Getting small business loans is not easy.
Just how difficult depends on many factors, but these are the three major ones affecting how likely it is for your loan application to get approved:
- How long you have been in business?
- How much revenue your business is bringing in?
- What does your credit history say about you?
If your business is new, has a low revenue, and your credit history is less than ideal, getting affordable small business loans will be a challenge. On the other hand, if your business is established, bringing in good money, and your credit history is stellar, getting a business loan will be a lot easier.
Your personal credit score also plays a role.
Even though you and your business are technically separate, lenders know that you as the business owner will be the one paying back the borrowed money, so they also look at your personal credit history to gauge how responsible you are when it comes to your financial obligations.
Different types of loans also have different levels of difficulty.
A conventional bank loan or an SBA loan has a low-interest rate but is hard to get because they both have strict requirements and an intensive and lengthy application process. A merchant cash advance, meanwhile, is easy to qualify for and you get the cash after just a few days, but the interest is sizable.
Unlike consumer credit, commercial credit is complicated. Almost all consumer credit transactions are reported to the three major consumer credit bureaus, resulting in consumer credit reports that are mostly consistent. The three major commercial bureaus, however, have inconsistent data because only a handful of companies report to all three agencies.
Many business owners thus find their credit report from one bureau to be very different from their report from another bureau. Those bills you have been diligently paying on time? Your punctuality may or may not be going on your business credit record, depending on the company you do business with.
Another aspect adding to the complexity of small business loans is that business lenders have specializations (check the list here). Some specialize by region, some by industry, and some by loan type. If your business is outside the lender’s specialization, you won’t qualify.
Also note that unlike consumer credit reports (which lenders can only check under very specific cases outlined by law) practically anyone can check your business credit, so you need to be more careful in managing your commercial credit.

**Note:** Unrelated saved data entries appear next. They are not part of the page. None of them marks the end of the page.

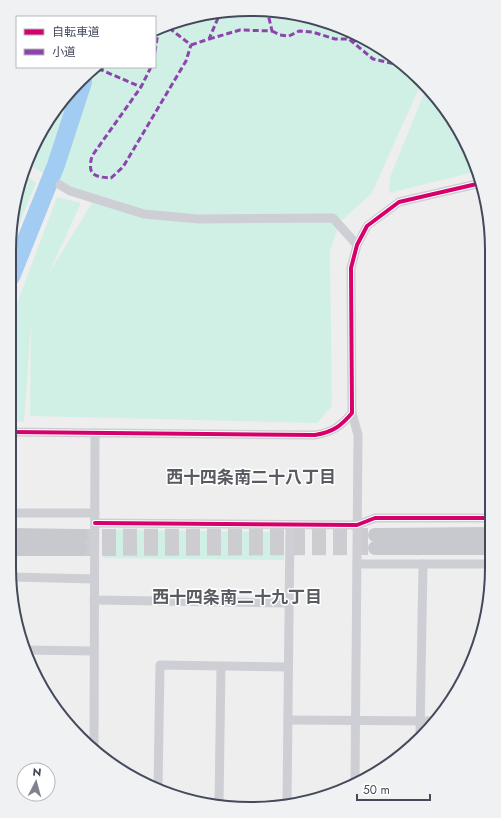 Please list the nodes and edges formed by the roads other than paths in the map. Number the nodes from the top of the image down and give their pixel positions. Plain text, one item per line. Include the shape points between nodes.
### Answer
1 (475, 184) edge
2 (60, 185) dead end
3 (357, 246) junction
4 (352, 413) junction
5 (16, 432) edge
6 (96, 433) junction
7 (16, 513) edge
8 (95, 513) junction
9 (485, 518) edge
10 (95, 523) junction
11 (290, 525) junction
12 (357, 525) junction
13 (485, 534) edge
14 (16, 536) edge
15 (16, 548) edge
16 (485, 548) edge
17 (358, 564) junction
18 (423, 564) junction
19 (485, 564) edge
20 (17, 577) edge
21 (94, 579) junction
22 (94, 600) junction
23 (289, 603) junction
24 (31, 650) edge
25 (93, 651) junction
26 (221, 667) junction
27 (288, 667) junction
28 (288, 720) junction
29 (356, 721) junction
30 (420, 721) junction
31 (428, 721) edge
32 (420, 729) edge
33 (94, 742) edge
34 (355, 777) edge
35 (158, 783) edge
36 (286, 799) edge
37 (219, 800) edge

1 - 3 street via 399,202 367,226
2 - 3 street via 70,191 144,214 198,219 333,218
3 - 4 street via 351,268
4 - 6 street via 337,429 315,435
4 - 12 street via 358,435
5 - 6 street
6 - 8 street
7 - 8 street
8 - 10 street
9 - 12 street via 375,518
10 - 11 street
10 - 21 street
11 - 12 street
11 - 23 street
12 - 17 street
13 - 16 main road via 375,541
14 - 15 main road via 81,542
17 - 18 street
17 - 29 street
18 - 19 street
18 - 30 street
20 - 21 street
21 - 22 street
22 - 23 street
22 - 25 street
23 - 27 street
24 - 25 street
25 - 33 street
26 - 27 street
26 - 35 street via 160,665
26 - 37 street
27 - 28 street
28 - 29 street
28 - 36 street
29 - 30 street
29 - 34 street
30 - 31 street
30 - 32 street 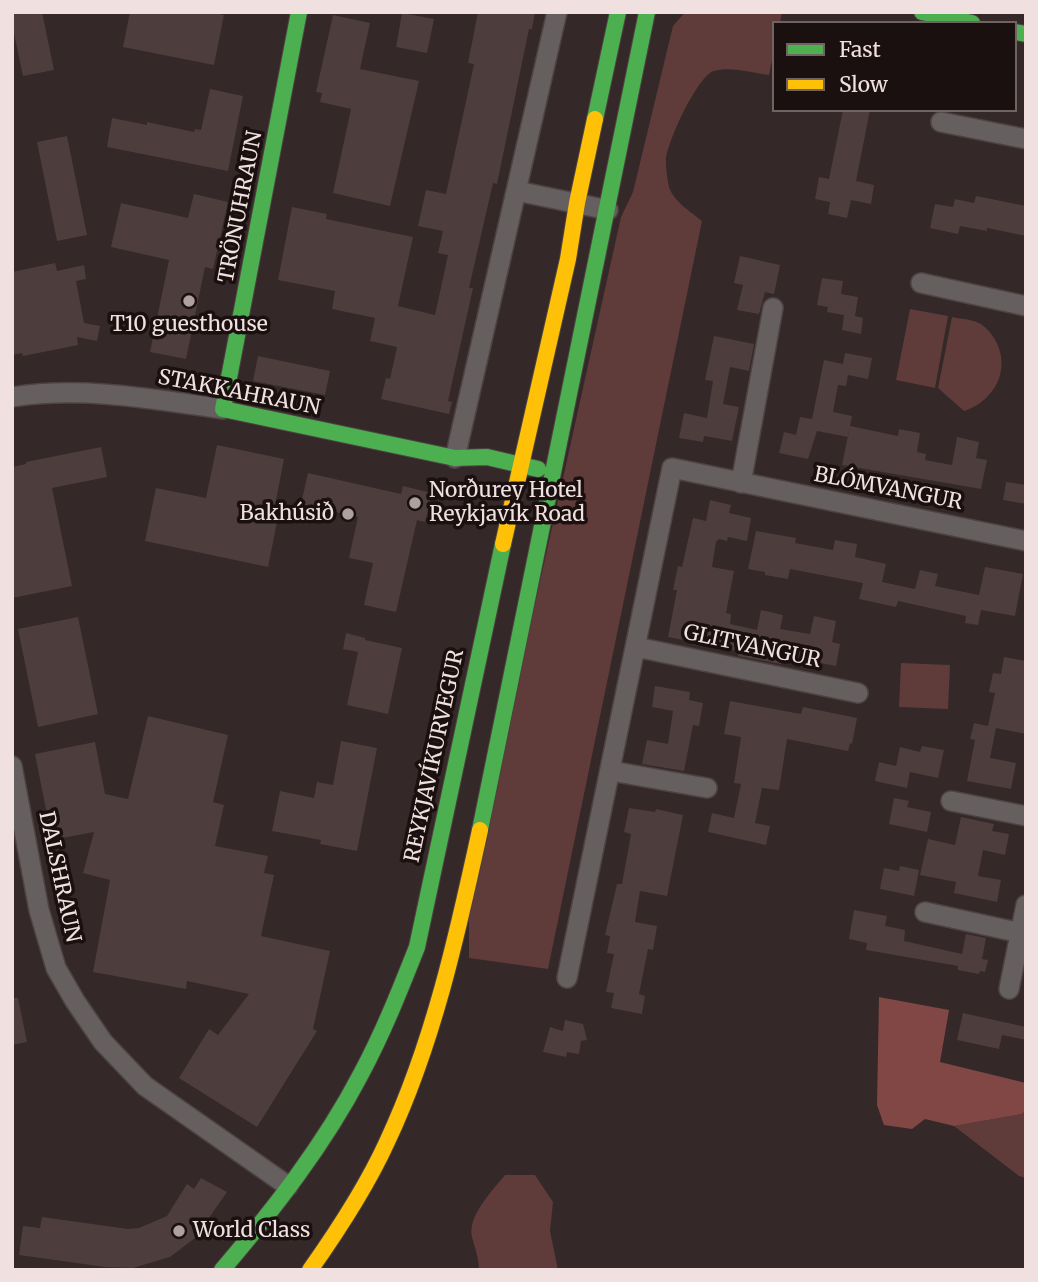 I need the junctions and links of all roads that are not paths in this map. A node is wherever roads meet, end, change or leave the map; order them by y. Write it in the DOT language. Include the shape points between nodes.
graph roads {
  1 [pos="299,12"];
  2 [pos="557,12"];
  3 [pos="618,12"];
  4 [pos="647,12"];
  5 [pos="663,12"];
  6 [pos="922,12"];
  7 [pos="963,21"];
  8 [pos="639,51"];
  9 [pos="941,122"];
  10 [pos="1026,139"];
  11 [pos="517,191"];
  12 [pos="577,203"];
  13 [pos="608,210"];
  14 [pos="921,284"];
  15 [pos="1026,306"];
  16 [pos="773,308"];
  17 [pos="12,397"];
  18 [pos="223,409"];
  19 [pos="455,458"];
  20 [pos="520,464"];
  21 [pos="484,474"];
  22 [pos="555,474"];
  23 [pos="741,483"];
  24 [pos="527,486"];
  25 [pos="1026,541"];
  26 [pos="636,646"];
  27 [pos="858,692"];
  28 [pos="12,766"];
  29 [pos="611,771"];
  30 [pos="707,788"];
  31 [pos="951,801"];
  32 [pos="1026,816"];
  33 [pos="1026,905"];
  34 [pos="925,912"];
  35 [pos="1021,933"];
  36 [pos="567,978"];
  37 [pos="1009,989"];
  38 [pos="288,1186"];
  39 [pos="222,1270"];
  40 [pos="310,1270"];
  1 -- 18 [label="main road, TRÖNUHRAUN"];
  2 -- 11 [label="street"];
  3 -- 12 [label="main road, REYKJAVÍKURVEGUR"];
  4 -- 8 [label="main road, REYKJAVÍKURVEGUR"];
  5 -- 8 [label="main road"];
  6 -- 7 [label="main road"];
  8 -- 13 [label="main road, REYKJAVÍKURVEGUR"];
  9 -- 10 [label="street"];
  11 -- 12 [label="street"];
  11 -- 19 [label="street"];
  12 -- 13 [label="street"];
  12 -- 20 [label="main road, REYKJAVÍKURVEGUR"];
  13 -- 22 [label="main road, REYKJAVÍKURVEGUR"];
  14 -- 15 [label="street"];
  16 -- 23 [label="street"];
  17 -- 18 [label="street, STAKKAHRAUN" via="105,393"];
  18 -- 19 [label="main road, STAKKAHRAUN"];
  19 -- 20 [label="main road, STAKKAHRAUN" via="487,457"];
  19 -- 21 [label="main road, STAKKAHRAUN"];
  20 -- 22 [label="main road, STAKKAHRAUN"];
  20 -- 24 [label="main road, REYKJAVÍKURVEGUR"];
  22 -- 24 [label="main road, REYKJAVÍKURVEGUR"];
  23 -- 25 [label="street, BLÓMVANGUR"];
  23 -- 26 [label="street, BLÓMVANGUR" via="672,468"];
  24 -- 38 [label="main road, REYKJAVÍKURVEGUR" via="417,947 397,1001 352,1093"];
  24 -- 40 [label="main road, REYKJAVÍKURVEGUR" via="466,892 432,1020 414,1079 380,1157 338,1232"];
  26 -- 27 [label="street, GLITVANGUR"];
  26 -- 29 [label="street"];
  28 -- 38 [label="street, DALSHRAUN" via="39,910 56,968 75,1001 103,1042 145,1086"];
  29 -- 30 [label="street"];
  29 -- 36 [label="street"];
  31 -- 32 [label="street"];
  33 -- 35 [label="street"];
  34 -- 35 [label="street"];
  35 -- 37 [label="street"];
  38 -- 39 [label="main road, REYKJAVÍKURVEGUR"];
}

One thing that frustrates many borrowers is that if their loan application is denied, it is not clear why. The denial notice will mention a generic reason such as “not meeting the credit standards.” This is because lenders are not required to give you the specific reason(s) why you were denied or to give you a free copy of the credit report they used to evaluate your application.
Nevertheless, getting small business loans do not have to be like pulling teeth. Here are two things you can do to make it easier.
Do your research.
Be clear as to why you are securing a loan and how much you need to borrow. Research the common types of business funding and what kinds of businesses they are suited for.
Get a copy of your personal and business credit reports so you can evaluate your business through the lender’s eyes. Save yourself time, money, and grief by finding out the lender’s requirements before applying for any loan. If your business does not meet the requirements, move on to your next financing option.
Ultimately, how hard or easy it will be for you to secure an affordable business loan will depend on how long you have been in business, your company’s revenue, and your credit scores. It can be overwhelming or even frustrating at times but if your business will benefit from an influx of additional capital, then it will all be worth it in the end.